Should You Form Here or in Your Home State?
Form in Washington if:
- You live or operate primarily in Washington
- You want to avoid state income tax and your business model works well with the B&O tax
- You need a presence in Washington for business reasons (licensing, contracts, etc.)
- You’re an online business that can truly operate from anywhere
Consider your home state instead if:
- You live and operate primarily in another state (you’ll likely need to foreign qualify anyway)
- Your home state offers similar or better tax advantages
- You want to keep things simple and deal with only one state’s requirements
Delaware vs. Washington: Delaware offers specialized business courts and more established corporate law but charges higher ongoing fees and has a corporate income tax. For most small businesses, Washington’s tax advantages outweigh Delaware’s legal benefits.
Wyoming vs. Washington: Wyoming has lower filing fees ($100) and no minimum annual tax, but Washington offers better business infrastructure, banking relationships, and economic opportunities.
Bottom line: For most small businesses, forming in your primary operating state makes the most sense. If that’s Washington, you’ve got a good deal.
For International Founders
Washington works well for international businesses, particularly those focused on trade with Asia through Seattle’s ports.
Advantages for non-U.S. residents:
- No state income tax reduces overall U.S. tax burden
- Strong international business community, especially in Seattle
- Good banking relationships for international wire transfers
- Proximity to Canadian border for North American operations
Considerations:
- You’ll still need a U.S. registered agent and business address
- Banking can be more challenging for non-residents, though Washington banks generally have more international experience than those in smaller states
- Federal tax obligations apply regardless of state choice
The lack of state income tax makes Washington particularly attractive for international founders who might face complex tax treaties or foreign tax credit calculations.
FAQ
how long does it take to form an LLC in Washington?
Standard processing takes 2-5 business days. With expedited processing ($50 extra), you’ll get approval within 24 hours on business days.
Can I be my own registered agent in Washington?
Yes, if you’re a Washington resident at least 18 years old with a physical address in the state. Many business owners hire a registered agent service instead for privacy and reliability.
Do I need an operating agreement for my Washington LLC?

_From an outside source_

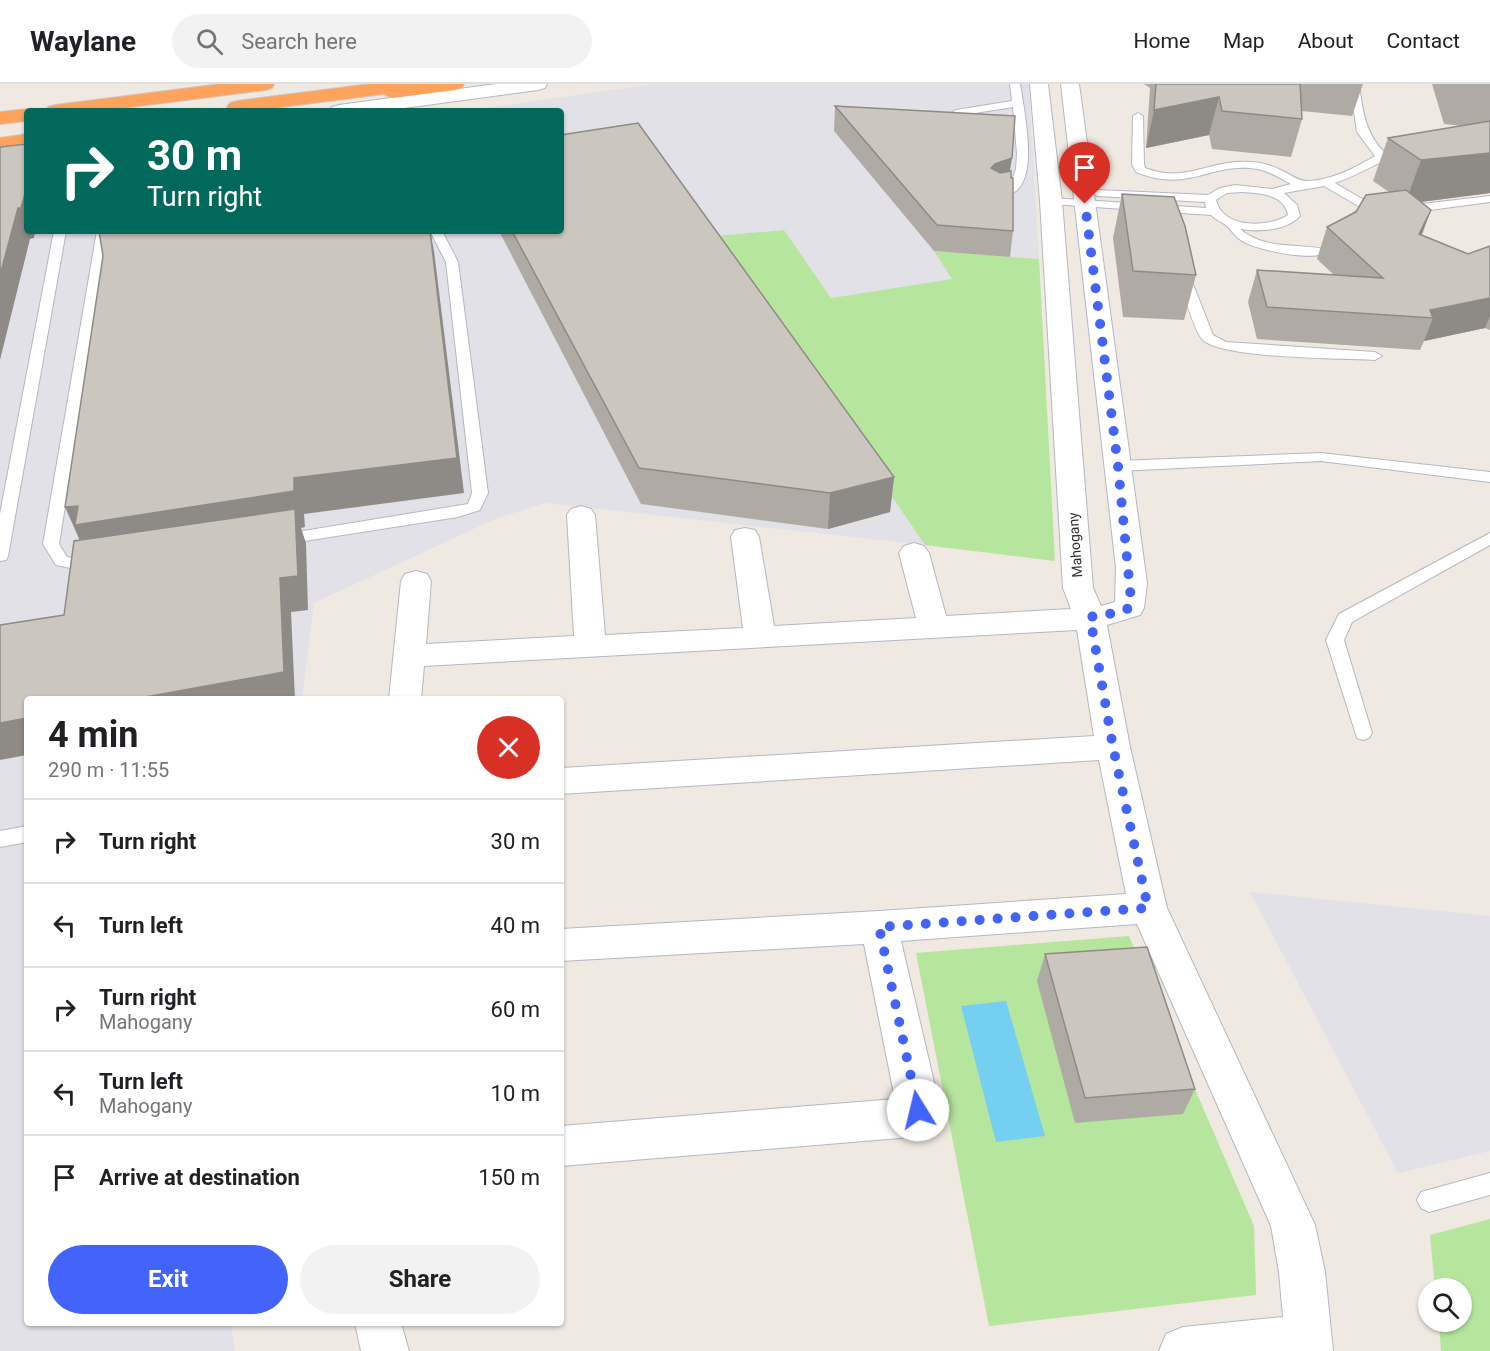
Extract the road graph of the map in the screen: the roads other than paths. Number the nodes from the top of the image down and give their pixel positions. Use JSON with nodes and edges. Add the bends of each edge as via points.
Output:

It’s not required by law, but strongly recommended. An operating agreement protects your limited liability status and prevents disputes between owners.

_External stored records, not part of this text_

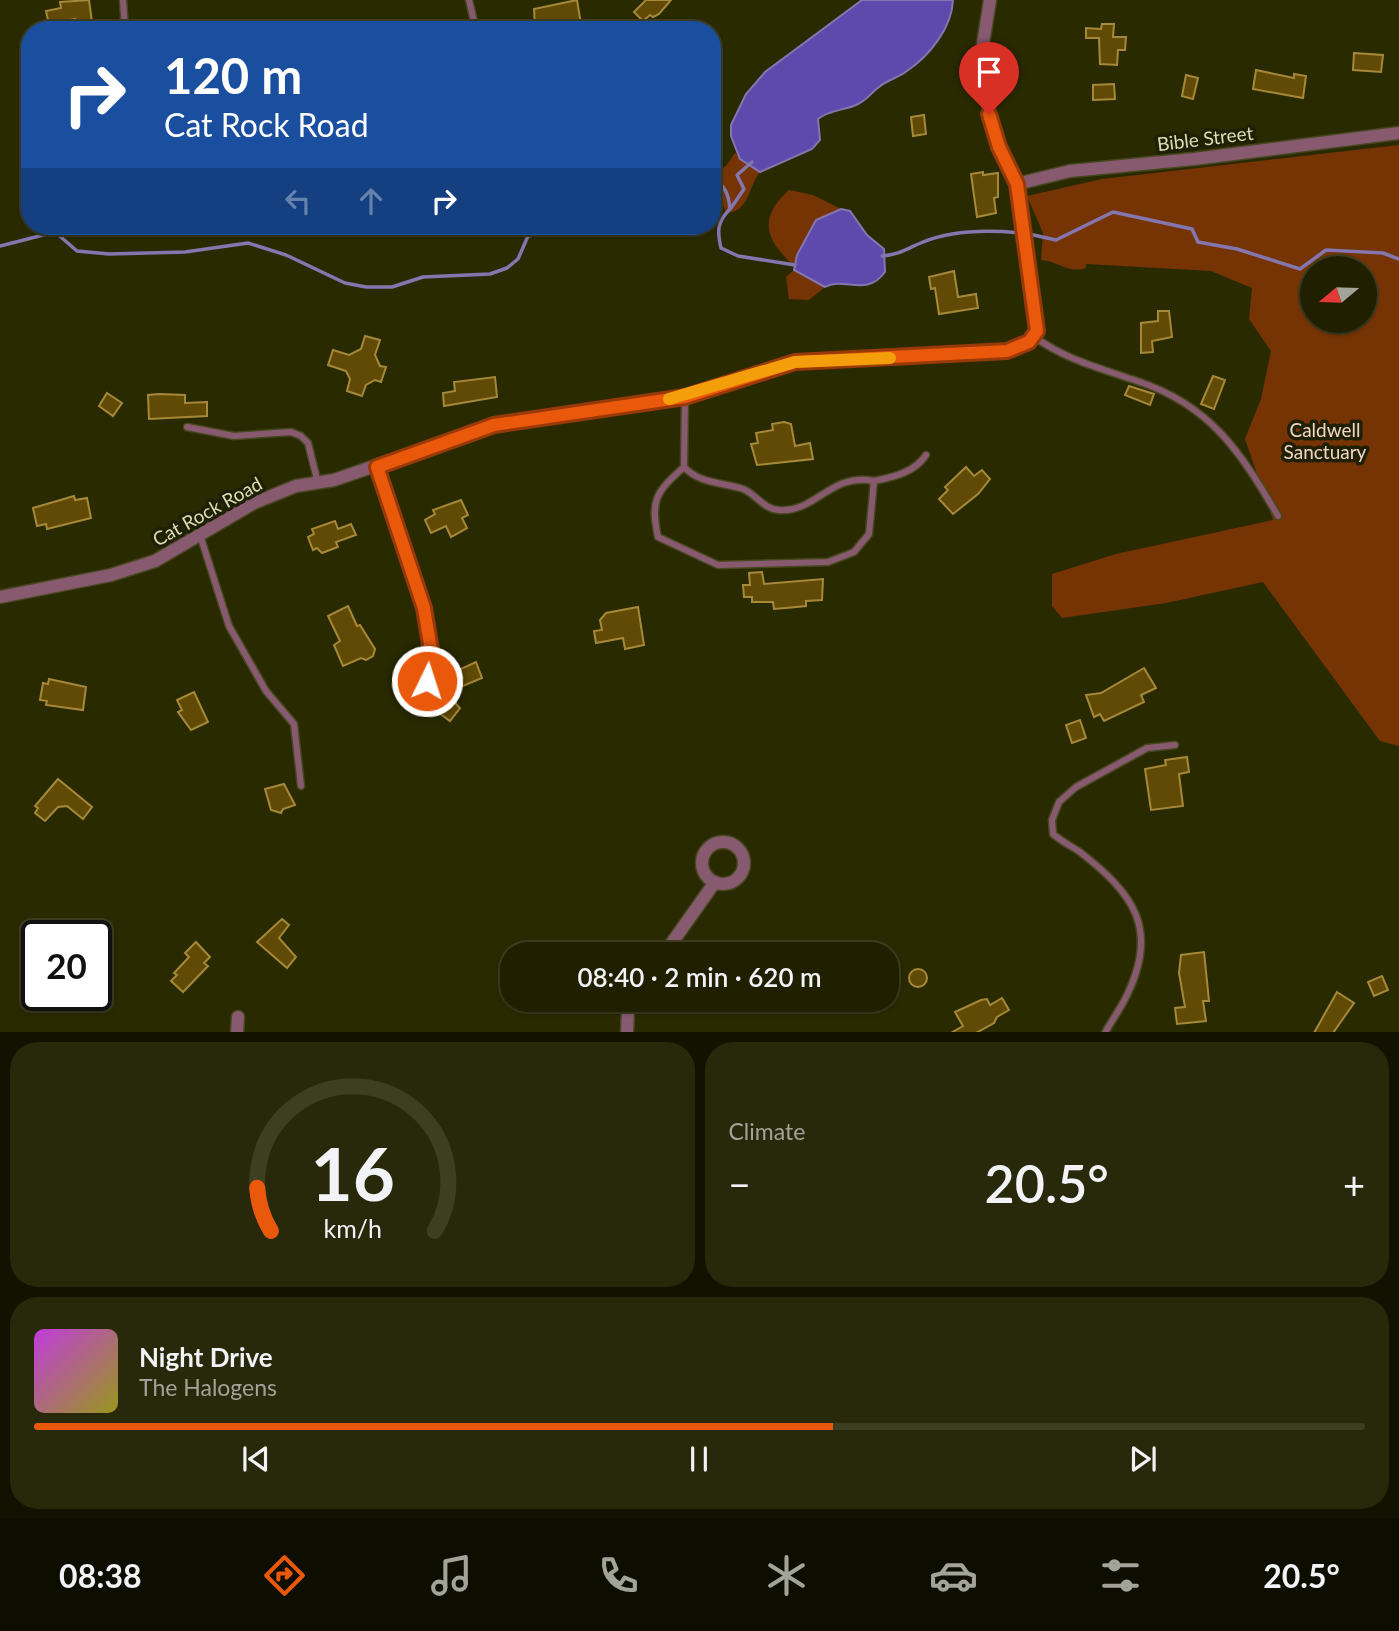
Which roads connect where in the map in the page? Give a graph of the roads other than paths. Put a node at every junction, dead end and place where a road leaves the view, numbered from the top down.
1 (123, 0) edge
2 (469, 0) edge
3 (990, 0) edge
4 (124, 21) edge
5 (474, 21) edge
6 (1399, 133) edge
7 (1017, 184) junction
8 (1033, 336) junction
9 (685, 397) junction
10 (187, 427) dead end
11 (926, 455) dead end
12 (377, 467) junction
13 (684, 467) junction
14 (874, 481) junction
15 (318, 483) junction
16 (1278, 516) dead end
17 (200, 535) junction
18 (0, 597) edge
19 (437, 702) dead end
20 (1175, 745) dead end
21 (301, 786) dead end
22 (715, 882) dead end
23 (672, 942) edge
24 (628, 1012) edge
25 (238, 1017) dead end
26 (237, 1032) edge
27 (627, 1032) edge
28 (1105, 1032) edge

1 - 4 lane
2 - 5 lane
3 - 7 street
6 - 7 street, Bible Street
7 - 8 street
8 - 9 street, Cat Rock Road
8 - 16 lane
9 - 12 street, Cat Rock Road
9 - 13 lane
10 - 15 lane
11 - 14 lane
12 - 15 street, Cat Rock Road
12 - 19 lane
13 - 14 lane
13 - 14 lane
15 - 17 street, Cat Rock Road
17 - 18 street, Cat Rock Road
17 - 21 lane
20 - 28 lane
22 - 23 street
24 - 27 street
25 - 26 street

What’s the difference between the Initial Report and Annual Report?
The Initial Report is due within 120 days of formation and costs $71. Annual Reports are due every year by the last day of your birth month and also cost $71. Both provide basic business information to the state.
Can I change my LLC to a corporation later?
Not directly in Washington. You’d need to form a new corporation and transfer assets from the LLC, which can have tax and legal implications. Choose your entity type carefully from the start.
What happens if I don’t file my Annual Report?
You’ll face a $50 late fee initially. If you continue to ignore the requirement, Washington will administratively dissolve your LLC, which can affect your legal protections, business relationships, and credit.
Conclusion
Washington offers a compelling combination of business-friendly policies and economic opportunity. The lack of state income tax, reasonable filing fees, and efficient online systems make it an attractive choice for many businesses.
The state works particularly well if you’re already located here or if your business benefits from Washington’s strengths — tech infrastructure, international trade connections, or access to the broader Pacific Northwest economy.